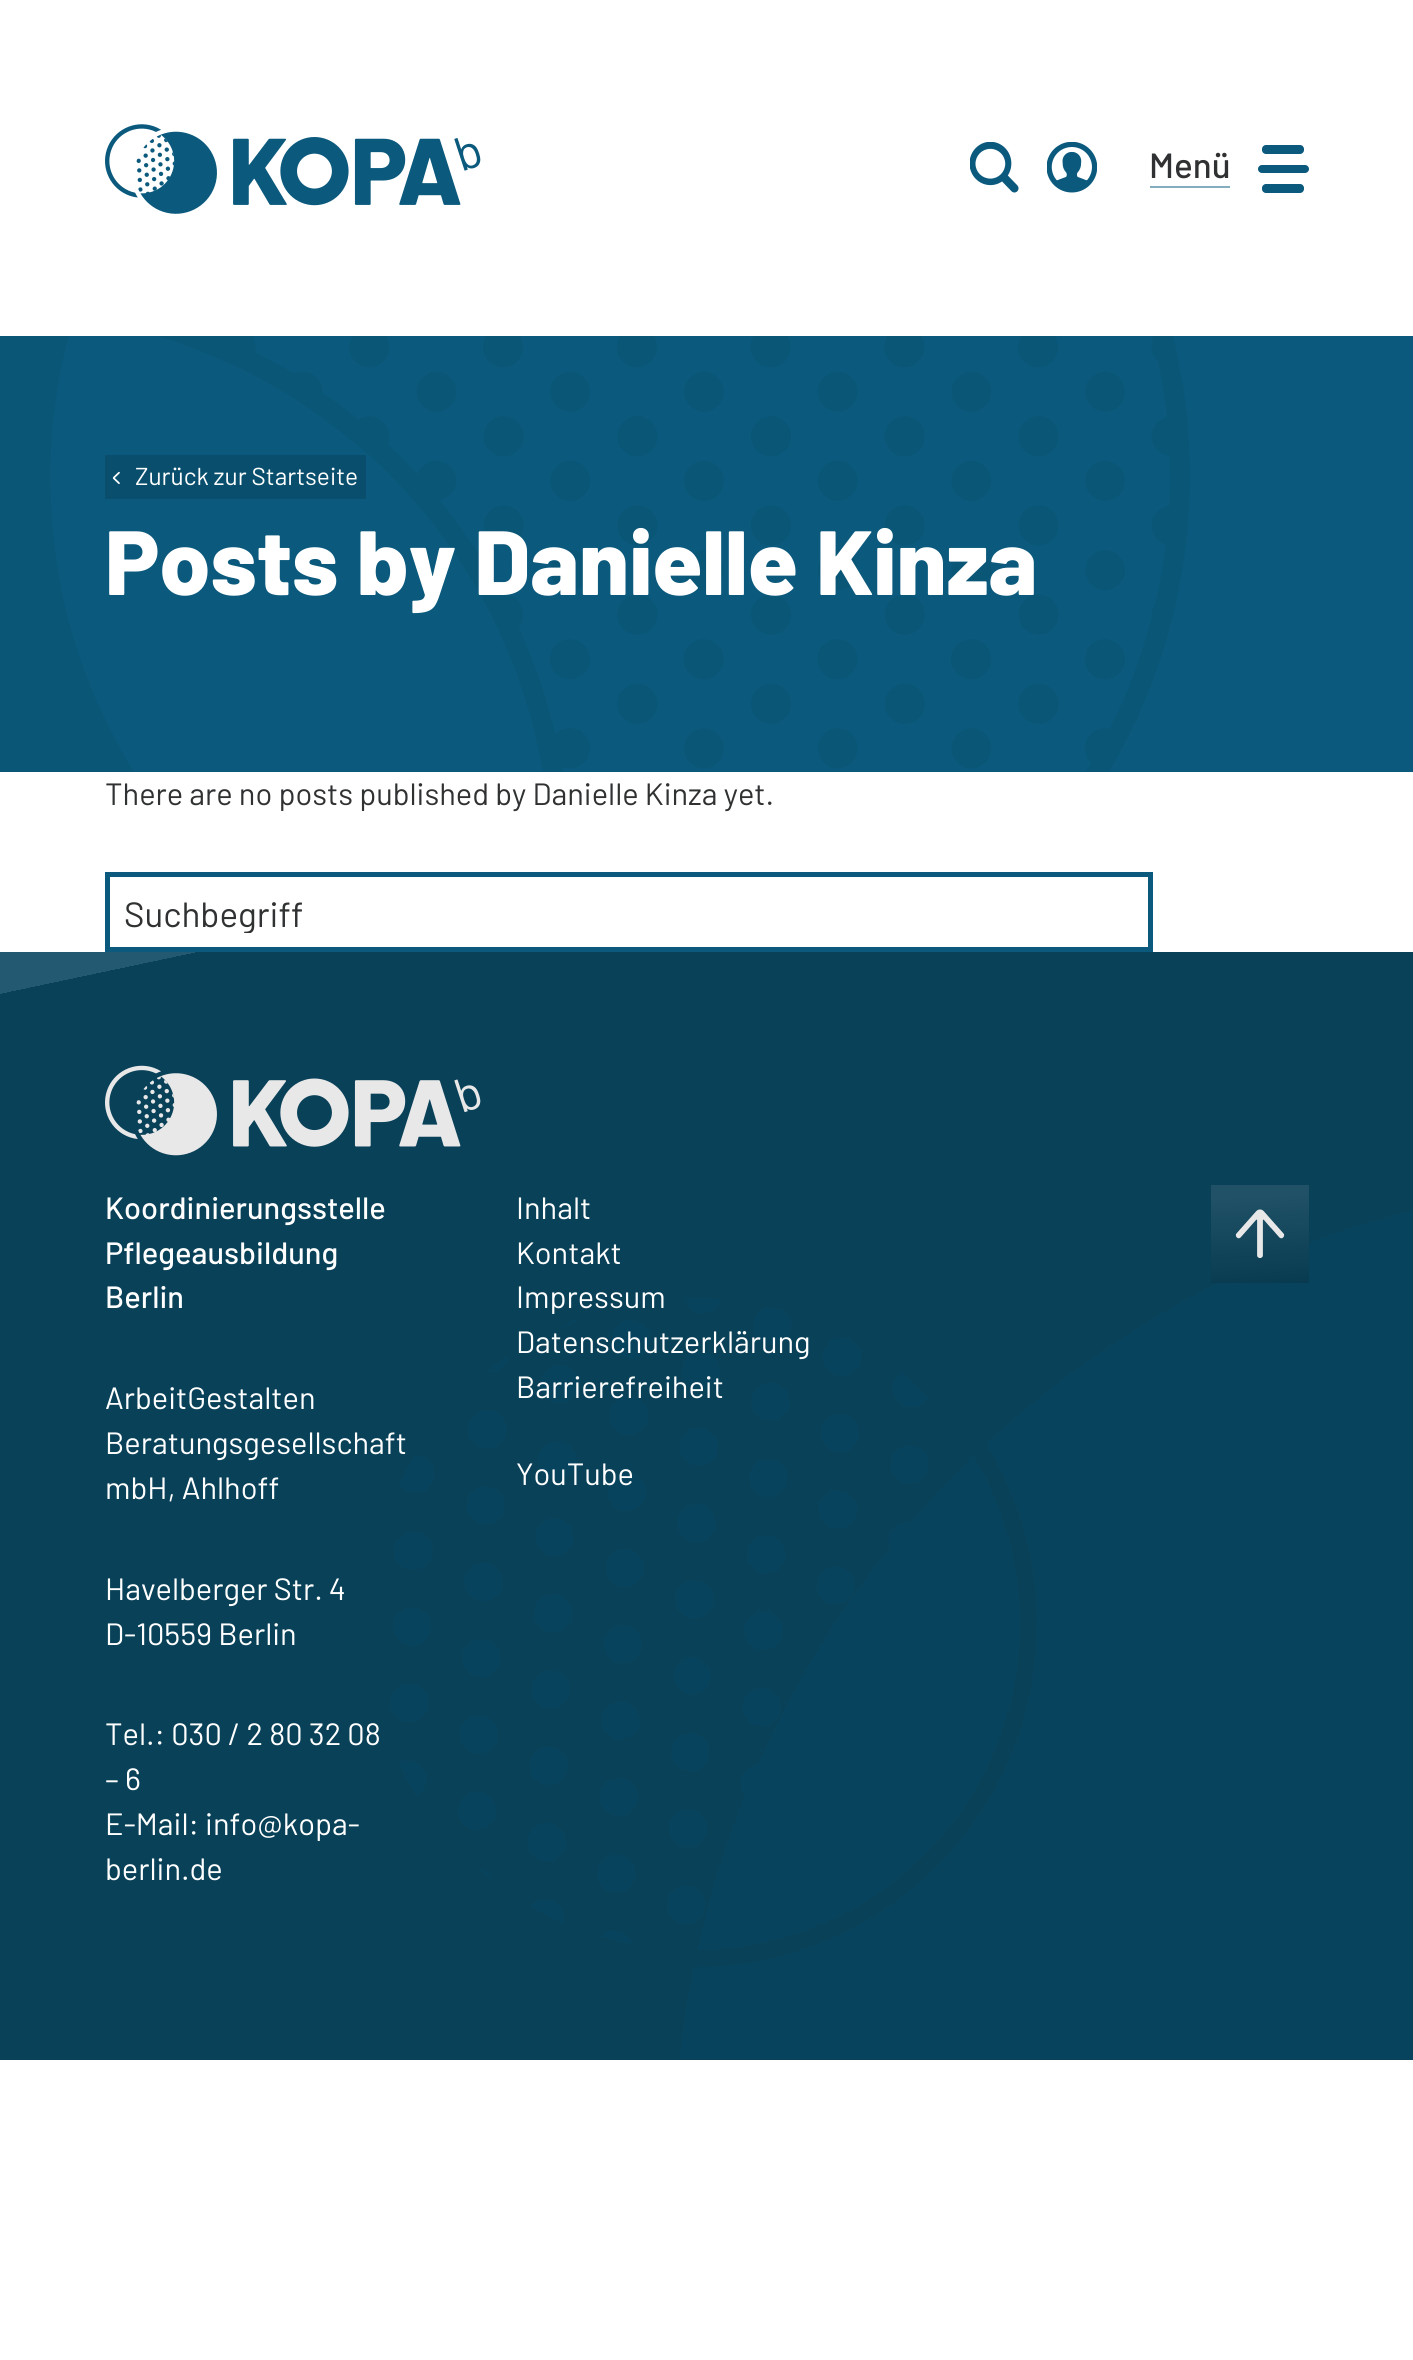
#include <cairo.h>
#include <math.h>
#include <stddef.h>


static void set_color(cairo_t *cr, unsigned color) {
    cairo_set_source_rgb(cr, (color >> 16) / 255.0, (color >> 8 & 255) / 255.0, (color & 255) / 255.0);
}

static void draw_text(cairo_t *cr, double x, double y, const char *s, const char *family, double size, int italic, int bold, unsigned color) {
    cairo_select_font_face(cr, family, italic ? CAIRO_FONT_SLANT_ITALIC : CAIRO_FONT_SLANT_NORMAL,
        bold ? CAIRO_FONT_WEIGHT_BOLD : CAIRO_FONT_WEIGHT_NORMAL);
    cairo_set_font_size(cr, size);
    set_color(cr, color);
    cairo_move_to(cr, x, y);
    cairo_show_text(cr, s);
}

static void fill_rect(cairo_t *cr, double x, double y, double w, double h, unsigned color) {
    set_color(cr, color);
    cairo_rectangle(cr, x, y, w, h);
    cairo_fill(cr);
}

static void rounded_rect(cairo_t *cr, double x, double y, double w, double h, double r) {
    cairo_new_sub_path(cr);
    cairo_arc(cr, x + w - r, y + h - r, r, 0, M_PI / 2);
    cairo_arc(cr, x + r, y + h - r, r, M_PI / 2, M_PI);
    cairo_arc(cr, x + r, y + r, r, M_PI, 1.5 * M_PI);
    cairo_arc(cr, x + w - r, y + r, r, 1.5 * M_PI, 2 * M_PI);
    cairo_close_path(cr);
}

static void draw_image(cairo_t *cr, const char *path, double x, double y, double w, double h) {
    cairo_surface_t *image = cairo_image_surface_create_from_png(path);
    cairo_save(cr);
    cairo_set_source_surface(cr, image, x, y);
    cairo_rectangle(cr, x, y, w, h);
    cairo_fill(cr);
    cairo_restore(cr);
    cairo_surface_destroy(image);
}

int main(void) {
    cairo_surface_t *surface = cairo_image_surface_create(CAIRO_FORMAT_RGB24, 1413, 2360);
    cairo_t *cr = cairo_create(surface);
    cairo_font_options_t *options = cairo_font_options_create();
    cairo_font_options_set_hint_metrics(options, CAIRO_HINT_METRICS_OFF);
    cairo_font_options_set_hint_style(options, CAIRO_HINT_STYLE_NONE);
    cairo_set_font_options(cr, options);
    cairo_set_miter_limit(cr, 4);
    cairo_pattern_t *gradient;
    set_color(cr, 0xFFFFFF);
    cairo_paint(cr);
    draw_image(cr, "assets/img1.png", 105, 124, 376, 90);
    draw_image(cr, "assets/img2.png", 970, 142, 49, 51);
    draw_image(cr, "assets/img3.png", 1047, 142, 50, 51);
    draw_text(cr, 1149, 178, "Menü", "Barlow Medium", 35, 0, 0, 0x2F3132);
    fill_rect(cr, 1150, 186, 80, 2, 0x85ADBE);
    set_color(cr, 0x0B5A7D);
    rounded_rect(cr, 1262, 184, 42, 9, 4);
    cairo_fill(cr);
    rounded_rect(cr, 1258, 165, 51, 8, 4);
    cairo_fill(cr);
    rounded_rect(cr, 1262, 145, 42, 9, 4);
    cairo_fill(cr);
    fill_rect(cr, 0, 336, 1413, 436, 0x0B5A7D);
    draw_image(cr, "assets/img4.png", 0, 336, 1190, 436);
    fill_rect(cr, 105, 455, 261, 44, 0x094F6D);
    draw_image(cr, "assets/img5.png", 112, 471, 8, 13);
    draw_text(cr, 135, 485, "Zurück zur Startseite", "Barlow", 24.5, 0, 0, 0xFFFFFF);
    draw_text(cr, 105, 595, "Posts by Danielle Kinza", "Barlow ExtraBold", 91, 0, 0, 0xFFFFFF);
    draw_text(cr, 105, 805, "There are no posts published by Danielle Kinza yet.", "Barlow", 30.8, 0, 0, 0x2F3132);
    cairo_rectangle(cr, 107.5, 874.5, 1043, 75);
    set_color(cr, 0x0B5A7D);
    cairo_set_line_width(cr, 5);
    cairo_stroke(cr);
    cairo_save(cr);
    cairo_rectangle(cr, 124, 891, 1010, 42);
    cairo_clip(cr);
    draw_text(cr, 124, 927, "Suchbegriff", "Barlow", 35, 0, 0, 0x2F3132);
    cairo_restore(cr);
    fill_rect(cr, 0, 952, 1413, 1108, 0x0A4761);
    draw_image(cr, "assets/img6.png", 105, 1065, 376, 91);
    draw_image(cr, "assets/img8.png", 390, 1210, 1023, 849);
    gradient = cairo_pattern_create_linear(1263, 1285, 1257, 1182);
    cairo_pattern_add_color_stop_rgba(gradient, 0, 0.035, 0.255, 0.345, 1);
    cairo_pattern_add_color_stop_rgba(gradient, 0.86, 0.137, 0.349, 0.443, 1);
    cairo_set_source(cr, gradient);
    cairo_pattern_destroy(gradient);
    cairo_rectangle(cr, 1211, 1185, 98, 98);
    cairo_fill(cr);
    draw_image(cr, "assets/img7.png", 1235, 1209, 50, 49);
    gradient = cairo_pattern_create_linear(850, 2180, 564, 832);
    cairo_pattern_add_color_stop_rgba(gradient, 0.97, 0, 0, 0, 0.09);
    cairo_pattern_add_color_stop_rgba(gradient, 0.97, 1, 1, 1, 0.1);
    cairo_set_source(cr, gradient);
    cairo_pattern_destroy(gradient);
    cairo_rectangle(cr, 0, 952, 1413, 1108);
    cairo_fill(cr);
    draw_text(cr, 105, 1219, "Koordinierungsstelle", "Barlow Medium", 30.8, 0, 0, 0xFFFFFF);
    draw_text(cr, 105, 1264, "Pflegeausbildung", "Barlow Medium", 30.8, 0, 0, 0xFFFFFF);
    draw_text(cr, 105, 1308, "Berlin", "Barlow Medium", 30.8, 0, 0, 0xFFFFFF);
    draw_text(cr, 105, 1409, "ArbeitGestalten", "Barlow", 30.8, 0, 0, 0xFFFFFF);
    draw_text(cr, 105, 1454, "Beratungsgesellschaft", "Barlow", 30.8, 0, 0, 0xFFFFFF);
    draw_text(cr, 105, 1499, "mbH, Ahlhoff", "Barlow", 30.8, 0, 0, 0xFFFFFF);
    draw_text(cr, 105, 1600, "Havelberger Str. 4", "Barlow", 30.8, 0, 0, 0xFFFFFF);
    draw_text(cr, 105, 1645, "D-10559 Berlin", "Barlow", 30.8, 0, 0, 0xFFFFFF);
    draw_text(cr, 105, 1745, "Tel.: 030 / 2 80 32 08", "Barlow", 30.8, 0, 0, 0xFFFFFF);
    draw_text(cr, 105, 1790, "– 6", "Barlow", 30.8, 0, 0, 0xFFFFFF);
    draw_text(cr, 105, 1835, "E-Mail: info@kopa-", "Barlow", 30.8, 0, 0, 0xFFFFFF);
    draw_text(cr, 105, 1880, "berlin.de", "Barlow", 30.8, 0, 0, 0xFFFFFF);
    draw_text(cr, 516, 1219, "Inhalt", "Barlow", 30.8, 0, 0, 0xFFFFFF);
    draw_text(cr, 516, 1264, "Kontakt", "Barlow", 30.8, 0, 0, 0xFFFFFF);
    draw_text(cr, 516, 1308, "Impressum", "Barlow", 30.8, 0, 0, 0xFFFFFF);
    draw_text(cr, 516, 1353, "Datenschutzerklärung", "Barlow", 30.8, 0, 0, 0xFFFFFF);
    draw_text(cr, 516, 1398, "Barrierefreiheit", "Barlow", 30.8, 0, 0, 0xFFFFFF);
    draw_text(cr, 516, 1485, "YouTube", "Barlow", 30.8, 0, 0, 0xFFFFFF);
    cairo_surface_write_to_png(surface, "output.png");
    cairo_font_options_destroy(options);
    cairo_destroy(cr);
    cairo_surface_destroy(surface);
    return 0;
}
————————
- ABOUT THIS EXERCISE:
Only the lines from the start of the records through the line containing "static void draw_text(cairo_t" should be repeated, word for word, with the pictures left out.

- YOUR RESPONSE:
#include <cairo.h>
#include <math.h>
#include <stddef.h>


static void set_color(cairo_t *cr, unsigned color) {
    cairo_set_source_rgb(cr, (color >> 16) / 255.0, (color >> 8 & 255) / 255.0, (color & 255) / 255.0);
}

static void draw_text(cairo_t *cr, double x, double y, const char *s, const char *family, double size, int italic, int bold, unsigned color) {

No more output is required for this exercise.